## TASK STATEMENT
Since only the total matters, count the lines of these entries containing the word "image" and write that total alone.
....................
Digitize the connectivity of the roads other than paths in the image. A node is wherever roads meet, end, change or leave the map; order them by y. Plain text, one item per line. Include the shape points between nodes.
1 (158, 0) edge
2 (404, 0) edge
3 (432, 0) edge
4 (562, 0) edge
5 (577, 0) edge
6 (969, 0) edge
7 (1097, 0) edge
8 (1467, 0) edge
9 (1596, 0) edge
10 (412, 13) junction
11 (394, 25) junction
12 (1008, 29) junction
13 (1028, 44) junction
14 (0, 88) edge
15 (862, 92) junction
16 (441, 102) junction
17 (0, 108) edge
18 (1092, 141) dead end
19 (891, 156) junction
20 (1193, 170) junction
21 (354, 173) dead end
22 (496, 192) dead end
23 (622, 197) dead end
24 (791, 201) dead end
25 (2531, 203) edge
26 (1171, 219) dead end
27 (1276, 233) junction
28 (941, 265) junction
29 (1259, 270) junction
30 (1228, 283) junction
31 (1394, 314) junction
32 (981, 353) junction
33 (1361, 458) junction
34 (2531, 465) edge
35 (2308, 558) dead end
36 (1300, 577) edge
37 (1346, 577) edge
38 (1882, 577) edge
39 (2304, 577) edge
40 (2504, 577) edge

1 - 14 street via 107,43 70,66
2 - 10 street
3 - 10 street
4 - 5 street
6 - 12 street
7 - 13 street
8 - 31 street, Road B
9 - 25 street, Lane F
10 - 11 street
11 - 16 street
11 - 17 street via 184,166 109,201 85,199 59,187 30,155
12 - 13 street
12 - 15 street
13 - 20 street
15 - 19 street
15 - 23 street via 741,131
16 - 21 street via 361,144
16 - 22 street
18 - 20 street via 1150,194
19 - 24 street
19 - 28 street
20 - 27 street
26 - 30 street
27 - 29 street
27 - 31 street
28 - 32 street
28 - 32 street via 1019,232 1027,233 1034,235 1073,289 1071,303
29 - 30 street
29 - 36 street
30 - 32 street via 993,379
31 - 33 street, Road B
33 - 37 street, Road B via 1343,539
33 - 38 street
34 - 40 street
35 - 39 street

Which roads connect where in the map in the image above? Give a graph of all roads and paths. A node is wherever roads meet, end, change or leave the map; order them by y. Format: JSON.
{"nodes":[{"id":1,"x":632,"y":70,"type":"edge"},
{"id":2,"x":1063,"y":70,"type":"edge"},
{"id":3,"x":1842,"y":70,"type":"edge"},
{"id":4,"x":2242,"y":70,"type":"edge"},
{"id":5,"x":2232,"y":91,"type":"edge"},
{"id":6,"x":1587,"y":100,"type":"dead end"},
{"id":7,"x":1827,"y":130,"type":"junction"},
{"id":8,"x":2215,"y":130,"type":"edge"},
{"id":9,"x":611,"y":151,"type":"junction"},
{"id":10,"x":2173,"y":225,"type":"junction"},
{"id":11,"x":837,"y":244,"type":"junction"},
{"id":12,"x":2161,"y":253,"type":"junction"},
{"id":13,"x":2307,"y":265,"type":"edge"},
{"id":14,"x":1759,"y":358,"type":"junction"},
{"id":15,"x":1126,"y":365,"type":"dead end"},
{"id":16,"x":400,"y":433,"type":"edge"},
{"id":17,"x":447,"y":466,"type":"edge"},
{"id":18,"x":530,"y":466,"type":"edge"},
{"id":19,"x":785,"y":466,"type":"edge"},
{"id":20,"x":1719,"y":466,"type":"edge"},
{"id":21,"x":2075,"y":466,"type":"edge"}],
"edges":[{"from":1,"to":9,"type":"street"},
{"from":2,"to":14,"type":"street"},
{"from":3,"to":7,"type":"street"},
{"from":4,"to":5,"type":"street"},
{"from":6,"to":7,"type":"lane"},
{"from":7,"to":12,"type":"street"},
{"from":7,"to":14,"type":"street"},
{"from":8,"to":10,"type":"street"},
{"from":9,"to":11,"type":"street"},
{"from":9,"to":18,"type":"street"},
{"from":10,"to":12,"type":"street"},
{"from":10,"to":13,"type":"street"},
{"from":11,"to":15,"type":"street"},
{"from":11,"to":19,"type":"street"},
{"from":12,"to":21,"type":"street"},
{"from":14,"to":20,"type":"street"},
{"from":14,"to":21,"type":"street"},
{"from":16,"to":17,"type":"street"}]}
....................
## EXERCISE RESULT
2